Q. What do I need to find the right hitch for my vehicle?
A. Your vehicle's towing capacity is the most important information to use. This will tell you how much weight it can pull (usually combined with the weight of the vehicle itself and any cargo/people) safely. Also, pay attention to the weight limits of any hitches you consider. When in doubt, search for hitches that are compatible with your vehicle.
Q. Is my car too small to pull a trailer?
A. Generally, most average-sized cars can handle a small trailer. If you drive a sports car or mini-coup, however, you may be limited in the loads you can pull safely. Refer to your car's towing capacity to be sure.
Q. What's the difference between a trailer hitch and a weight distribution hitch?
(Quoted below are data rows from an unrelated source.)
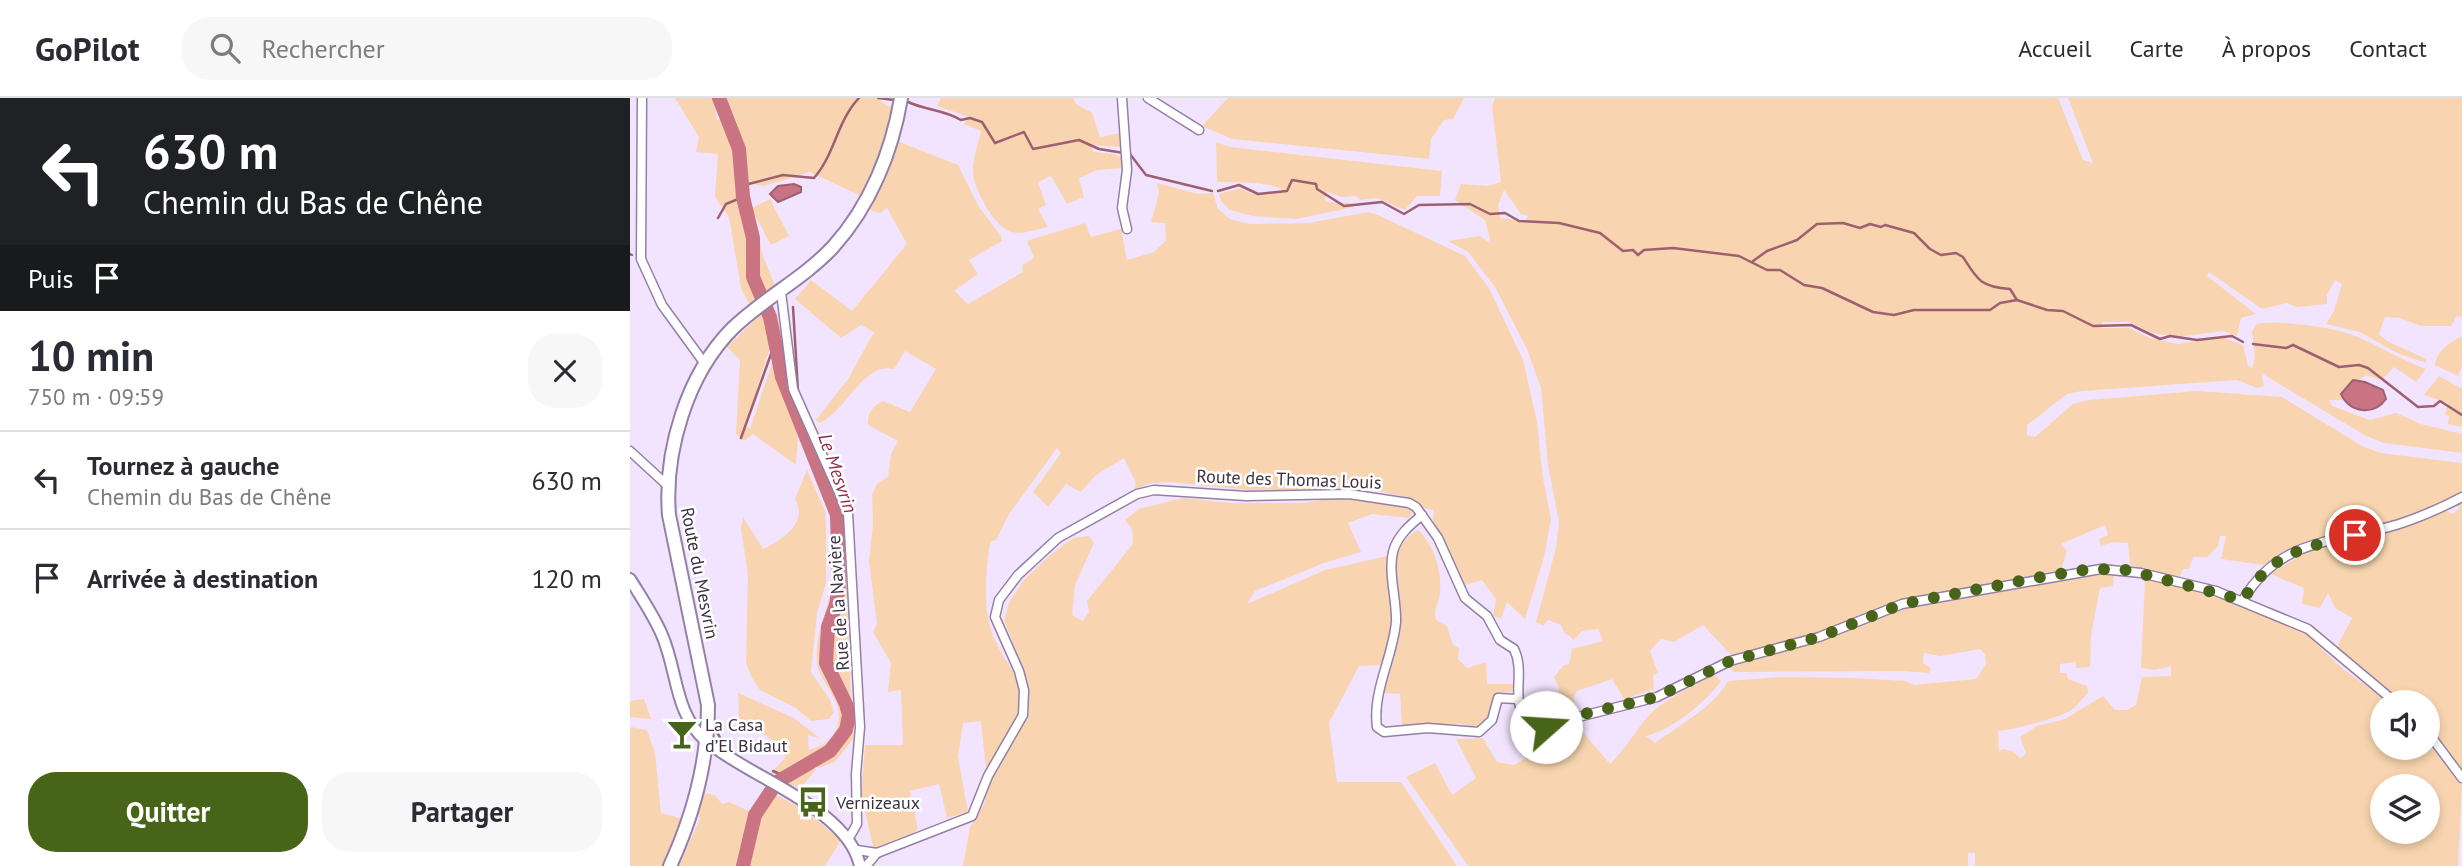 <!DOCTYPE html>
<html lang="fr">
<head>
<meta charset="utf-8">
<style>
	:root { --surface:#fff; --page:#f7f7f7; --text:#2b2b33; --muted:#7c7c81; --line:#e1e1e2; --accent:#476418 }
	body { margin:0; font-family:"PT Sans",sans-serif; background:var(--page); color:var(--text); height:100vh; display:flex; flex-direction:column; font-size:26px; white-space:nowrap }
	* { box-sizing:border-box; margin:0 }
	p { font-size:23px; color:var(--muted) }
	.icon { flex:none; width:38px; height:38px; fill:none; stroke:currentColor; stroke-width:2; stroke-linecap:round; stroke-linejoin:round }
	.map { position:relative; flex:1; overflow:hidden }
	.details { display:flex; flex-direction:column; background:var(--surface); width:630px }
	.details>* { flex:none }
	.guide { background:#202124; color:#fff; overflow:hidden }
	.tools { position:absolute; left:1740px; top:592px; display:grid; gap:14px }
	.tools a { display:grid; place-items:center; width:70px; height:70px; border-radius:50%; background:var(--surface); box-shadow:0 4px 10px #0003; font-size:35px }
	.pin { position:absolute; display:grid; place-items:center; width:60px; height:60px; color:#fff; margin:-30px; border:4px solid #fff; border-radius:50%; box-shadow:0 2px 7px #0007 }
	.me { position:absolute; width:77px; margin:-38px; rotate:71deg; stroke-linejoin:round; filter:drop-shadow(0 0 5px #0008) }
	.turn { display:flex; align-items:center; gap:24px; height:147px; padding:0 28px; font-size:32px }
	.turn .icon { width:91px; height:91px; stroke-width:2.5 }
	.turn b { display:block; font-size:49px; line-height:60px }
	.then { display:flex; align-items:center; height:66px; padding:0 28px; background:#0003; gap:14px; font-size:26px }
	.round { display:grid; place-items:center; flex:none; width:74px; height:74px; border-radius:28px; background:var(--page) }
	.summary { display:flex; align-items:center; justify-content:space-between; height:119px; padding:0 28px }
	h1 { font-size:42px; font-weight:600; line-height:52px }
	.button { display:flex; gap:14px; margin-top:auto; padding:14px 28px }
	.button a { flex:1; height:80px; border-radius:28px; background:var(--accent); color:#fff; font-size:28px; font-weight:600; line-height:80px; text-align:center }
	.button a+a { background:var(--page); color:var(--text) }
	ul { padding:0; list-style:none }
	li { display:flex; align-items:center; gap:21px; height:98px; padding:0 28px; border-top:2px solid var(--line) }
	li div { flex:1 }
	li b { display:block; font-size:26px }
	li em { font-style:normal }
	header { display:flex; align-items:center; gap:42px; box-sizing:border-box; height:98px; padding:0 35px; background:var(--surface); border-bottom:2px solid var(--line) }
	header strong { font-size:33px }
	nav { display:flex; gap:38px; margin-inline-start:auto; font-size:24px }
	.search { width:490px; height:63px; background:var(--page); display:flex; align-items:center; gap:18px; box-sizing:border-box; padding:0 24px; border-radius:28px; color:var(--muted); font-size:26px }
	main { display:flex; flex:1; min-height:0 }
	.map>svg:first-child { display:block }
</style>
</head>
<body>
<header>
<strong>GoPilot</strong>
<div class="search"><svg class="icon" aria-label="search" viewBox="0 0 24 24"><circle cx="10" cy="10" r="6"/><path d="M15 15l6 6"/></svg>Rechercher</div>
<nav><a>Accueil</a><a>Carte</a><a>À propos</a><a>Contact</a></nav>
</header>
<main>
<section class="details">
<div class="guide">
<div class="turn"><svg class="icon" aria-label="left" viewBox="0 0 24 24"><path d="M17 20v-9H6M10 6l-5 5 5 5"/></svg><div><b>630 m</b>Chemin du Bas de Chêne</div></div>
<div class="then">Puis<svg class="icon" aria-label="arrive" viewBox="0 0 24 24"><path d="M6 21V4h12l-3 4 3 4H6"/></svg></div>
</div>
<div class="summary"><div><h1>10 min</h1><p>750 m · 09:59</p></div><a class="round"><svg class="icon" aria-label="close" viewBox="0 0 24 24"><path d="M6 6l12 12M18 6L6 18"/></svg></a></div>
<ul>
<li><svg class="icon" aria-label="left" viewBox="0 0 24 24"><path d="M17 20v-9H6M10 6l-5 5 5 5"/></svg><div><b>Tournez à gauche</b><p>Chemin du Bas de Chêne</p></div><em>630 m</em></li>
<li><svg class="icon" aria-label="arrive" viewBox="0 0 24 24"><path d="M6 21V4h12l-3 4 3 4H6"/></svg><div><b>Arrivée à destination</b></div><em>120 m</em></li>
</ul>
<div class="button"><a>Quitter</a><a>Partager</a></div>
</section>
<div class="map">
<svg width="1832" height="768" viewBox="0 0 1832 768">
	<rect width="100%" height="100%" fill="#f2e4fe"/>
	<!-- green -->
	<g fill="#f8d5b0" fill-rule="evenodd">
		<path d="M45,0h39l3,22 17,3 -8,-25h150l17,11 -7,30 -25,57 -51,-24 -46,14 -15,-2 3,24 18,-9 19,37 -18,9 -18,-34 10,45 12,30 -25,20 -9,-18 -12,-71 -14,-20 3,-43 -22,-2 3,-15z"/>
		<path d="M311,0h132l3,6 16,9 8,24 19,-4 2,14 -30,-2 2,7 21,2 8,4 1,10 -26,2 -18,8 5,19 -17,7 -16,-28 -13,6 8,23 -8,4 10,18c-11,2 -25,8 -37,5 -17,-5 -36,-42 -38,-58 -1,-14 5,-29 8,-43l-17,-7 5,-7 -32,-11z"/>
		<path d="M598,0h236l-11,21 -9,1 -13,19 -2,20 -197,-20 -30,-13z"/>
		<path d="M865,0h563l25,62 10,3 -25,-65h394v219l-5,-1 -6,10h-30l-21,-8 -15,-1 -6,17 8,7 39,18v4l-29,-10 -37,-21 -34,-8 8,-13 8,-27 -7,-4 -8,15v9l-30,3 -10,-4 -25,6 -53,-37 -2,4 49,38 -15,4 -4,18 -14,-5 -45,6 -26,-4 -22,-11h-28v6h27l21,10 28,6 44,-7 21,8 5,21 4,2 3,-10 -3,-27 5,-7c24,-4 78,3 101,13 23,10 44,23 68,32l-10,13 -22,-15 -12,13 -16,-5 -8,6 -5,-1 -12,14 3,6h-15l3,6 38,14 26,-7 25,11 41,10v19l-78,-10 -18,-7 -105,-63 3,13 -7,2 -20,-8 -155,11 -15,3 -40,31v10l8,2 38,-33 16,-4 108,-9 85,6 80,49 19,7 81,10v30l-61,28 -102,24 -36,20 -42,-6 5,-23h-6l-2,10 -11,11h-14l-4,12h-6l-4,9 -49,-13 -2,-22 -15,-1 -12,4 -2,-7 9,-4 -3,-10 -44,19 6,7 -6,19 -152,29 -104,39 -73,18 -29,-31 -29,17 -13,-3 -11,12 8,22 -5,2 1,14 -30,10 -12,-20 -35,12 -4,7 5,12c-14,6 -28,16 -42,9l22,-11 1,-20 -5,-11 10,-12 5,-1 3,-15 31,-8 -5,-12 -16,2 -8,9 -10,-8 -3,-7 -13,-5 -5,6 -7,-4 20,-74 3,-26 -11,-57 -7,-77 -14,-39 -32,-62 -27,-35 -20,-11 31,-5 12,7 -6,-23 -30,-20 6,-16 27,2 13,-4 -9,-76zM874,92l17,24 7,2 -3,5 -25,-3 -2,-13z"/>
		<path d="M267,43l61,24 21,42 22,29 1,5 -33,19 9,14 -24,17 14,13 55,-32 -1,-7 12,-7 -7,-17 58,-18 6,14 30,-8 6,31 27,-8 12,-12 -1,-17 -14,-1 8,-28 -2,-11 41,11 15,-1 5,16 12,10 19,5 60,-1 59,-11 12,4 85,40 24,32 34,72 14,61 6,57 8,41 -7,38 -19,62 -18,-17 -6,17 -8,-3 3,-17 -14,-19 -17,5 -32,-64 1,-11 -12,-2 -15,-11 -45,-9 -113,2 -80,-8 -18,1 -17,7 2,-7 -12,-25 -28,17 -15,17 -15,-8 -18,23 -15,-15 28,-39 -4,-5 -48,66 -13,26 -6,2c-4,31 -8,61 2,91 5,15 16,29 23,43 16,34 -11,66 -29,93l-5,-48 -18,2 -5,33 10,56 -21,6 -8,-34 -29,7 8,38 -8,7 -36,14 -13,-55 4,-50h38l-2,-55 -13,2 3,-29 -18,-31 4,-8 -8,-63 4,-37 -1,-30 5,-10 11,-7 3,-23 7,-13 -30,-16c-1,-12 5,-19 15,-24l27,11 26,-43 -31,-18 -11,18c-31,-7 -46,40 -74,54l-4,-3 32,-41 26,-47 -13,-7 -20,13 -46,-39 16,-19 41,31 55,-67 -20,-36 -7,5 -10,-3 15,-30z"/>
		<path d="M586,44l14,5 212,24 -2,25h-23l-12,14 -28,-12 -16,2 -6,-4 -13,1 -15,-5 -2,8 3,2 23,1 3,4 -58,12 -44,-3 -22,-6 -9,-9 -2,-7 21,-6 12,6 32,-3c-12,-10 -50,-8 -67,-9z"/>
		<path d="M131,216l6,3 5,24 -27,85 5,3 26,-78 -1,23 23,62 -2,29 -43,-31 -9,7 -8,-7 4,-74 -13,-13z"/>
		<path d="M1832,239v29l-4,10 -23,-11c1,-13 15,-24 27,-28z"/>
		<path d="M1809,278l23,13v38l-14,-3 1,-8 -4,-1 3,-12 -24,-8z"/>
		<path d="M177,372l18,41 1,18v54l-9,30 -6,59 18,26 5,14 -5,7 -18,2 -15,-13 -36,-18 -8,-12 -6,-15 2,-89 -7,-45 2,-12 20,32c19,-9 46,-26 32,-50z"/>
		<path d="M553,400l47,5h72l32,-5 68,8 11,5 -4,7 -37,-4 -24,9 13,29 -37,11 -69,28 -8,13 78,-34 62,-14 6,61 -9,48 -25,1 -30,57 8,59h64l56,84h-494l7,-39 14,-23 5,-24 40,-66 -1,-33 -24,-61 5,-17 13,-21 27,-26 24,-18 16,-2 5,7 -19,42 -3,30 11,6 6,-9 -2,-11 46,-57 -1,-15 -7,-9 14,-11z"/>
		<path d="M1832,404v268l-35,-44v-24h-25l-45,-35 -20,-20 15,-29 -17,-10 -7,-15 -8,15 -18,-4 2,-16 -34,-14 37,-22 137,-42 9,4 7,-6 -5,-3z"/>
		<path d="M202,421l4,52 -2,32 -6,12 -4,41 1,12 16,31 4,23 -19,27 -49,28 -7,-3 15,-16 -2,-11 -44,-29 -1,-25 56,25 27,21 -13,-4 1,15c12,-4 24,-9 28,-22 9,-29 -16,-40 -20,-65 -3,-25 10,-50 14,-74 3,-22 1,-47 1,-70z"/>
		<path d="M788,432c16,15 24,40 22,63 -1,11 -7,15 -4,27l11,6 6,19 6,3 -1,11 9,9 19,-6 1,22h26l-1,8 -17,1 -7,24 -11,10 -16,-3 -59,2 -2,-32 -16,-1c7,-23 14,-45 17,-69 4,-34 -21,-73 17,-94z"/>
		<path d="M212,468l4,4 5,131 -22,-38 2,-39 9,-24z"/>
		<path d="M1484,475l-1,13 -13,2 -9,47 -1,32 -14,1v-6l-16,2v9h6l2,6 19,7 1,7c-6,6 -12,15 -20,19 -10,6 -59,19 -70,19l1,21 3,-3 10,2 8,7 6,-4 -6,-17 17,-11 28,-7 38,-23 12,14h12l9,-5 6,-28 29,-1v-10l-16,4 -14,-2 4,-89 93,23 68,32 37,35 46,33h-7v45h45v-11l35,49 -4,81h-483v-13h-7v13h-500l-62,-89 29,-14 17,32 24,-17 -20,-39 27,-1 14,24 17,3 26,-15 -11,-23 16,9 32,-11 33,39c14,-14 23,-29 35,-44 17,-21 47,-33 70,-45l6,6c-16,22 -49,49 -75,55l9,7c24,-18 58,-35 73,-62l52,-4 73,1 53,3 8,4 62,-6 10,-15 -1,-10 -5,-5 -40,7 -16,-3 -1,10 8,5 -2,5 -26,-2 -170,1 -2,-5 82,-24 99,-37 174,-32zM1752,688h45v45h-45z"/>
		<path d="M14,601l7,20 -21,-2v-16z"/>
		<path d="M0,629l17,3 8,23 6,60 26,7 -20,46h-37z"/>
		<path d="M223,629v12l-18,23 -19,7 -15,19 -18,-5 23,-15 10,1 25,-25z"/>
		<path d="M134,691l39,20 38,31 -16,26h-146l21,-47 -2,-6 6,-20 11,2 7,9 7,-2 22,10z"/>
	</g>
	<!-- water -->
	<g fill="#c97383" stroke="#9e6070" stroke-width="2">
		<path d="M164,86l7,3v5l-23,10 -8,-8 8,-8z"/>
		<path d="M1723,282l12,2 18,8 3,9c-12,17 -36,14 -45,-5z"/>
	</g>
	<g fill="none" stroke-linecap="round" stroke-linejoin="round">
		<!-- stream -->
		<g stroke="#9e6070" stroke-width="2.5">
			<path d="M248,0l16,2"/>
			<path d="M278,4c17,8 37,8 53,18l9,-2 12,4 13,21 29,-11 9,17 46,-9 20,9 31,5 16,21 66,16"/>
			<path d="M111,88l42,-11 31,3c21,-24 23,-57 45,-80"/>
			<path d="M588,93l21,-6 19,9 29,-3 5,-11 24,4 1,5 27,17 38,-4 22,12 15,-9 51,-1 20,10 15,-1 14,8 40,2 41,10 23,18 10,-1 5,5 6,-5 29,-2 66,8 28,14h13l24,15 18,3 51,24 21,3 20,-5h76l10,-7 17,-3 30,10 16,1 30,15 38,-1 29,14 10,-3 27,4 35,-4 11,6"/>
			<path d="M88,120l8,-14 17,-7"/>
			<path d="M0,156l2,1"/>
			<path d="M1123,163l14,-10 30,-11 20,-16 26,-1 17,5 10,-4 11,3 4,-2 29,8 16,16 11,6 15,-2 7,4c14,22 17,30 47,32l7,11"/>
			<path d="M163,209l5,84"/>
			<path d="M1623,246l33,4 7,-3 46,22 20,-2 9,3 50,39 16,-1 6,-5 22,14"/>
			<path d="M111,340l35,-98"/>
			<path d="M87,634l6,11 11,8"/>
			<path d="M143,673l11,5"/>
		</g>
		<!-- river -->
		<path stroke="#c97383" stroke-width="14" d="M89,0l20,51 4,48 10,41v39l17,40 12,60 55,138 2,70 -3,20 -8,22 -2,36 20,41 3,11 -3,15 -16,21 -53,31 -22,33 -12,51"/>
		<!-- minor casing -->
		<g stroke="#9480a7" stroke-width="11">
			<g id="minor">
				<path d="M12,0l-1,161 21,46 43,59"/>
				<path d="M492,0l5,72 -5,38 5,21"/>
				<path d="M518,0l51,32"/>
				<path d="M151,194l12,97 55,124 12,214 -4,47 1,50 -8,14"/>
				<path d="M0,353l37,34"/>
				<path d="M792,417c-12,10 -25,21 -29,37 -5,22 4,48 3,70 -3,35 -24,70 -19,105l7,5 44,-4 51,4 13,-12 6,-22 18,1"/>
				<path d="M1613,502c38,-65 96,-56 159,-77 21,-7 41,-16 60,-26"/>
				<path d="M1797,633l35,47"/>
				<path d="M227,752l20,3 95,-37 16,-40 35,-61 1,-25 -5,-19 -24,-54 4,-17 19,-25 40,-37 79,-44 17,-4 92,6 103,-2 60,9 7,4 22,31 27,60 22,18 13,24 14,9c14,28 -11,61 25,78l118,-30 73,-36 89,-24 83,-33 199,-35 40,4 75,18 92,38 87,73"/>
				<path d="M236,768l11,-13"/>
			</g>
		</g>
		<!-- tertiary casing -->
		<g stroke="#9480a7" stroke-width="14">
			<path id="tertiary" d="M0,481c11,18 24,37 32,56 16,37 12,78 44,106 44,37 142,67 154,125"/>
		</g>
		<!-- secondary casing -->
		<g stroke="#9480a7" stroke-width="16">
			<path id="secondary" d="M40,768c23,-50 38,-105 38,-161l-39,-190c-5,-64 18,-141 64,-187 31,-30 70,-49 100,-81 37,-41 59,-95 68,-149"/>
		</g>
		<!-- minor -->
		<use href="#minor" stroke="#fff" stroke-width="8"/>
		<!-- tertiary -->
		<use href="#tertiary" stroke="#fff" stroke-width="10"/>
		<!-- secondary -->
		<use href="#secondary" stroke="#fff" stroke-width="12"/>
	</g>
	<g fill="none" stroke-linecap="round" stroke-linejoin="round">
		<!-- route -->
		<path stroke="#476418" stroke-width="12" stroke-dasharray="0 21.6" d="M916,629l42,-14 69,-16 73,-36 89,-24 83,-33 144,-28 45,-7 36,1 116,30c28,-47 62,-53 112,-65"/>
	</g>
	<!-- icons -->
	<defs>
		<g id="bar-bare" transform="scale(2.415)"><path d="M-6-5H6L.8 .8V4.5H3.5V6h-7V4.5H-.8V.8Z" fill="#476418" stroke="#fff" stroke-width="2.5" paint-order="stroke"/></g>
		<g id="bus-bare" transform="scale(2.415)"><path d="M-5-6H5V4H4V6H2V4H-2V6H-4V4H-5ZM-3.5-4V0h7V-4ZM-3.5 1.2v1.5H-2V1.2ZM2 1.2v1.5H3.5V1.2Z" fill="#476418" stroke="#fff" stroke-width="2.5" paint-order="stroke"/></g>
	</defs>
	<g fill-rule="evenodd">
		<use href="#bar-bare" x="52" y="636"/>
		<use href="#bus-bare" x="183" y="704"/>
	</g>
	<g text-anchor="middle" dominant-baseline="central" stroke-width="5" stroke-linejoin="round" paint-order="stroke">
		<!-- street labels -->
		<g font-size="18" fill="#3b3243" stroke="#fff">
			<text transform="translate(659 381) rotate(2)">Route des Thomas Louis</text>
			<text transform="translate(70 475) rotate(79)">Route du Mesvrin</text>
			<text transform="translate(208 505) rotate(-94)">Rue de la Navière</text>
		</g>
		<!-- poi labels -->
		<g font-size="18" fill="#3b3243" stroke="#fff" text-anchor="start">
			<text x="75" y="626">La Casa<tspan x="75" dy="21">d’El Bidaut</tspan></text>
			<text x="206" y="704">Vernizeaux</text>
		</g>
		<!-- water labels -->
		<g font-size="19" font-style="italic" fill="#912a46" stroke="#fff">
			<text transform="translate(208 375) rotate(71)">Le Mesvrin</text>
		</g>
	</g>
</svg>
<div class="tools">
<a><svg class="icon" aria-label="sound" viewBox="0 0 24 24"><path d="M4 9h4l5-4v14l-5-4H4zM17 9q2 3 0 6"/></svg></a>
<a><svg class="icon" aria-label="layers" viewBox="0 0 24 24"><path d="M12 4l9 5-9 5-9-5zM3 14l9 5 9-5"/></svg></a>
</div>
<div class="pin" style="left:1725px;top:437px;background:#d93025"><svg class="icon" aria-label="arrive" viewBox="0 0 24 24"><path d="M6 21V4h12l-3 4 3 4H6"/></svg></div>
<svg class="me" style="left:916px;top:629px" viewBox="-20 -20 40 40"><circle r="19" fill="#fff"/><path d="M0-13L10 11 0 6-10 11z" fill="#476418"/></svg>
</div>
</main>
</body>
</html>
A. Both are designed to pull a trailer, but basic trailer hitches use just a basic ball to connect to the trailer. This setup can make the towing less stable at high speeds or on rough roads. Weight distribution hitches add some extra bracing to stabilize the load, so they can handle greater loads more safely.
For the top general hitch, you can add to your vehicle, check out the Draw-Tite Class III Hitch. It offers some great towing capabilities and quick installation.
Save some money on a hitch with the Curt Class 3 Hitch instead.